Protestano le maestre contro la privatizzazione degli asili nido: presidio a Medolla
MIRANDOLA, CONCORDIA, SAN FELICE E SAN PROSPERO - Protestano le maestre contro la privatizzazione degli asili nido: presidio a Medolla previsto martedì sera quando si discuterà del tema in Consiglio Unione Comuni Area Nord.
E’ stato deciso all’unanimità il blocco degli straordinari e una giornata di sciopero contro l’intenzione dell’Unione Comuni Modenesi Area Nord di esternalizzare i nidi d’infanzia dei comuni di Concordia “Arcobaleno”, Mirandola “Paese dei Balocchi”, San Felice “Hakuna Matata”, San Prospero “Le Farfalle”.
E’ questa la decisione presa nel corso dell’assemblea tenuta dalla Fp/Cgil che si è svolta stamattina e ha visto la partecipazione della quasi totalità delle lavoratrici dei nidi d’infanzia dei Comuni di Ucman.
E’ stato inoltre deciso un presidio con volantinaggio domani martedì 31 maggio a partire dalle ore 20 davanti alla sede del Comune di Medolla (piazza della Repubblica,1) dove si svolgerà il consiglio dell’Ucman (con inizio alle ore 21) che prevede, tra i temi all’Ordine del Giorno, la discussione sulle linee di indirizzo per la gestione privata dei nidi.

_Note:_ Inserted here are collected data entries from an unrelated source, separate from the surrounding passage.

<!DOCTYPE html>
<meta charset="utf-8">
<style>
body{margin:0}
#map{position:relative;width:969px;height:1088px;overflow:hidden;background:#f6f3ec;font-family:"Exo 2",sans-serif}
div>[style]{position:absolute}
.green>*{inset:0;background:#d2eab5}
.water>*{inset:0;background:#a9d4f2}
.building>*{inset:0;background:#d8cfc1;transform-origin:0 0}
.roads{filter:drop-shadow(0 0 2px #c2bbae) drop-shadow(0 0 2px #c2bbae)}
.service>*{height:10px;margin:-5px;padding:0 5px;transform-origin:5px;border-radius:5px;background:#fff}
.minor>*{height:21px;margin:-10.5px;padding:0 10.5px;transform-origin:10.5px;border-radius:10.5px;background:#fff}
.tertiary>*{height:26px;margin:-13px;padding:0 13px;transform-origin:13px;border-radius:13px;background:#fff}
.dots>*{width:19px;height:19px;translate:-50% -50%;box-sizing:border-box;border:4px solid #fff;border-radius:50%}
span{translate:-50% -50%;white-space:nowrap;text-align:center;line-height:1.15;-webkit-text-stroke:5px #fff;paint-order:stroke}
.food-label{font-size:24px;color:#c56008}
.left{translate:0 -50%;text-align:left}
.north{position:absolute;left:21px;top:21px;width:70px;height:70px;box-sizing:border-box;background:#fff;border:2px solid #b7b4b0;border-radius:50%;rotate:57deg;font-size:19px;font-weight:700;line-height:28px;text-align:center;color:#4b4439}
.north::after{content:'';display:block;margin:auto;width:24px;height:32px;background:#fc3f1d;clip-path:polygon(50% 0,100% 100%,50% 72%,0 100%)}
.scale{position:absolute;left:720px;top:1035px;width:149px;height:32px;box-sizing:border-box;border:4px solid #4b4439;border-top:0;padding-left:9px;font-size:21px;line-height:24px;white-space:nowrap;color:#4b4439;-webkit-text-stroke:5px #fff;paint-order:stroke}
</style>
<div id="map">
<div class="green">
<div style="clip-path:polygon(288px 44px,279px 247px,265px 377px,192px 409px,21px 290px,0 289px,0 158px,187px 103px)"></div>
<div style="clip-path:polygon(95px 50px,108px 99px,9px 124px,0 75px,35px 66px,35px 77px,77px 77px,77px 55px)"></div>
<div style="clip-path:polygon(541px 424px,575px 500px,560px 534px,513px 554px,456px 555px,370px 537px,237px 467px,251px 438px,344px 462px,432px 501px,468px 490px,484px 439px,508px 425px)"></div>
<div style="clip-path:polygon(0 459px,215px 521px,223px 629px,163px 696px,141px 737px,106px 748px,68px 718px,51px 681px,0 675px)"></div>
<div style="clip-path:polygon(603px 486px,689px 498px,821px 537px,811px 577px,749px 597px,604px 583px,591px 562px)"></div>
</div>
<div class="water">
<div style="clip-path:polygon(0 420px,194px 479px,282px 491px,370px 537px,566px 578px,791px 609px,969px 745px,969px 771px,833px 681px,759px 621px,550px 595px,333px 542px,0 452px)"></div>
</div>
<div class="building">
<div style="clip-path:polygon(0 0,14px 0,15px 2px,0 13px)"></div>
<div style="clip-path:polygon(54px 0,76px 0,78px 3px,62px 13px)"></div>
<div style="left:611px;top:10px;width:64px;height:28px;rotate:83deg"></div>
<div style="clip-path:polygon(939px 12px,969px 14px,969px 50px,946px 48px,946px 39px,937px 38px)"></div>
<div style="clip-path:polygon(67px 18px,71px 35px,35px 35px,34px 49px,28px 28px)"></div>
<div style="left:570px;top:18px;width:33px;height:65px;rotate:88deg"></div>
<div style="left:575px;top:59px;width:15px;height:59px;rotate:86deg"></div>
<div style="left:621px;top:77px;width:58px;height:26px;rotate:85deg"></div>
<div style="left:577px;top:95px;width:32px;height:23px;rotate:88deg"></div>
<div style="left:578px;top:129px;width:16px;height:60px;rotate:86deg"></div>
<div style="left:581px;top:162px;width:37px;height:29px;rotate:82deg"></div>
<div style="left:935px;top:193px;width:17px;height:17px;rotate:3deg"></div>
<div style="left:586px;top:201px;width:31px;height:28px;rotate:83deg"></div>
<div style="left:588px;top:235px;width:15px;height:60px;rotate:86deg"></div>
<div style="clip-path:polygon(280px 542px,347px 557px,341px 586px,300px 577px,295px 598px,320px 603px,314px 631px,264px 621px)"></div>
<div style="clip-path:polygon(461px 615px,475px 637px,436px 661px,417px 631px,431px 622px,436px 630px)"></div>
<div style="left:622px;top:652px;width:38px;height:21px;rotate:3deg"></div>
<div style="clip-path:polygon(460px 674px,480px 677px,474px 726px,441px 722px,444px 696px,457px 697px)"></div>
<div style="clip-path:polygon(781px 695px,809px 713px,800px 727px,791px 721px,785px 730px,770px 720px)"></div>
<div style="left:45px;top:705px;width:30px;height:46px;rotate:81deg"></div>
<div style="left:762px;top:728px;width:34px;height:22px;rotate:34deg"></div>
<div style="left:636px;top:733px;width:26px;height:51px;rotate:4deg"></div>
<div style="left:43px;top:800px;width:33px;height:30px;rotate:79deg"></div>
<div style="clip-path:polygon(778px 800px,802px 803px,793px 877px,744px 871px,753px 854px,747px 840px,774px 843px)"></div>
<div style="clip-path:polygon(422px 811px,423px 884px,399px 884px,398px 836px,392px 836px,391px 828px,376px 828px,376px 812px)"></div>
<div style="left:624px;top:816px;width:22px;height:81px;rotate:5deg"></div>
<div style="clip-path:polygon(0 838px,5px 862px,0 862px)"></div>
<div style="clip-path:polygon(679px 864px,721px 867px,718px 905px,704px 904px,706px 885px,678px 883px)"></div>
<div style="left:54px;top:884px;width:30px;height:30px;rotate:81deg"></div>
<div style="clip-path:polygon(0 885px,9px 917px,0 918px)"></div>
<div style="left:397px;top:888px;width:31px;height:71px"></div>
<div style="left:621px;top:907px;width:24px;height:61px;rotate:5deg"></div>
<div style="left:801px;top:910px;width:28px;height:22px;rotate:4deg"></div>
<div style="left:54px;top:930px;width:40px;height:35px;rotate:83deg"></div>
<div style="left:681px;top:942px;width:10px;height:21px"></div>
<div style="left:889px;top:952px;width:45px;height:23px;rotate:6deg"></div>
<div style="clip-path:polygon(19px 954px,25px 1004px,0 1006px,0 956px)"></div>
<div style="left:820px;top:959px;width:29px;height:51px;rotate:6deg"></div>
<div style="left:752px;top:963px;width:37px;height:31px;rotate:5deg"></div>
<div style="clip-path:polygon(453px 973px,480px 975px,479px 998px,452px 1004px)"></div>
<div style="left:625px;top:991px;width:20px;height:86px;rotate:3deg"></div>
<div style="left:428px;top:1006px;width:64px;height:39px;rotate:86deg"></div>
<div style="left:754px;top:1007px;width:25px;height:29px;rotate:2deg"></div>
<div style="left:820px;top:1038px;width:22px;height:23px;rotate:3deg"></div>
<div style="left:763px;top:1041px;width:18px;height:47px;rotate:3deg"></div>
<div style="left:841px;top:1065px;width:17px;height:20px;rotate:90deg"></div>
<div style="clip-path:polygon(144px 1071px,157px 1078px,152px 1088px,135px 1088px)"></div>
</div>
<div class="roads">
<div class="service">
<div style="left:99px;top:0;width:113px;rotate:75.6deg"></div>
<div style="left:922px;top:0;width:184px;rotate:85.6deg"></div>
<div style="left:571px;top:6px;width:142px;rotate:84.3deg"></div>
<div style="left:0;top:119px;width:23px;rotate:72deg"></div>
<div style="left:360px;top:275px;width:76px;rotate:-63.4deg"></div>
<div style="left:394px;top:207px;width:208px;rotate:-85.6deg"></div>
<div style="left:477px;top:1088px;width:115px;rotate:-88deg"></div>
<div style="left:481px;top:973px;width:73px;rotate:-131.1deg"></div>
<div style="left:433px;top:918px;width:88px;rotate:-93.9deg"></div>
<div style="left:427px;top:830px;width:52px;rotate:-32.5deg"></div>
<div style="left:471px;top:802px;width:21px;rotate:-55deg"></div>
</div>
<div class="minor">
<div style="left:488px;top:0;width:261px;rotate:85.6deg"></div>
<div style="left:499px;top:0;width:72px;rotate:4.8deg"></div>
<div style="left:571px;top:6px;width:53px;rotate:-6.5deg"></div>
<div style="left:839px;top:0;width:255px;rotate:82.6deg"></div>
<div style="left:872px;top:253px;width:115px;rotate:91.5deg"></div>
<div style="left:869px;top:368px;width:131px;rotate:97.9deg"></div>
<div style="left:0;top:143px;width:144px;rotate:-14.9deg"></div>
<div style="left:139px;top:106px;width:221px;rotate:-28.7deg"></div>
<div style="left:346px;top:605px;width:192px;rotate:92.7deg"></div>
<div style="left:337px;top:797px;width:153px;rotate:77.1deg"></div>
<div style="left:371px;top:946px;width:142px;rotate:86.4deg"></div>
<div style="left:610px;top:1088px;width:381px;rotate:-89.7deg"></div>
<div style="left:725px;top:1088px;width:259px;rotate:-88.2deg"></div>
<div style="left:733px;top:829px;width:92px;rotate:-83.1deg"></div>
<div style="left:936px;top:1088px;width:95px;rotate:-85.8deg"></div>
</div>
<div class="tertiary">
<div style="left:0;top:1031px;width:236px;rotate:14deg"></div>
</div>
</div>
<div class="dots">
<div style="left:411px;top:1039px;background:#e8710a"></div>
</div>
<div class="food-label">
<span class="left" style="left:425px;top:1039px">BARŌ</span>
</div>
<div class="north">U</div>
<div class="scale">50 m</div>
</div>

Nell’assemblea sindacale di stamattina, è stato dato mandato alla Fp/Cgil di proclamare il pacchetto di iniziative di mobilitazione a fronte del fallito tentativo di conciliazione in Prefettura a Modena il 25 maggio.
Il mancato accordo è la diretta conseguenza della scelta politica di arretrare dal perimetro pubblico della gestione di servizi alle persone e alle famiglie, nonostante le risorse del Pnrr destinate all’ampliamento dei servizi educativi di cui certamente beneficeranno alcuni dei Comuni dell’Area Nord e la richiesta di parte sindacale di mantenerli tutti in gestione pubblica diretta attraverso l’Asp, che applica lo stesso contratto nazionale Enti Locali e che già dirige il nido “Panda” di Medolla.
“Chiediamo ai Sindaci dei Comuni che compongono l’Unione di togliere dal tavolo l’idea di esternalizzare i nidi – afferma Veronica Marchesini Fp Cgil - e di aprire un vero confronto per il mantenimento della gestione pubblica di tutti i nidi d’infanzia, al fine di potenziare l’offerta formativa e di salvaguardare il patrimonio educativo costruito, anche attraverso il consolidamento delle lavoratrici con contratti a tempo determinato che da anni lavorano nelle strutture d’infanzia”.
A fronte di tutto ciò le lavoratrici insieme alle Rsu e alla Fp Cgil hanno dichiarato il blocco degli straordinari e una giornata di sciopero che saranno decisi prossimamente nel rispetto delle normative vigenti in ambito pubblico.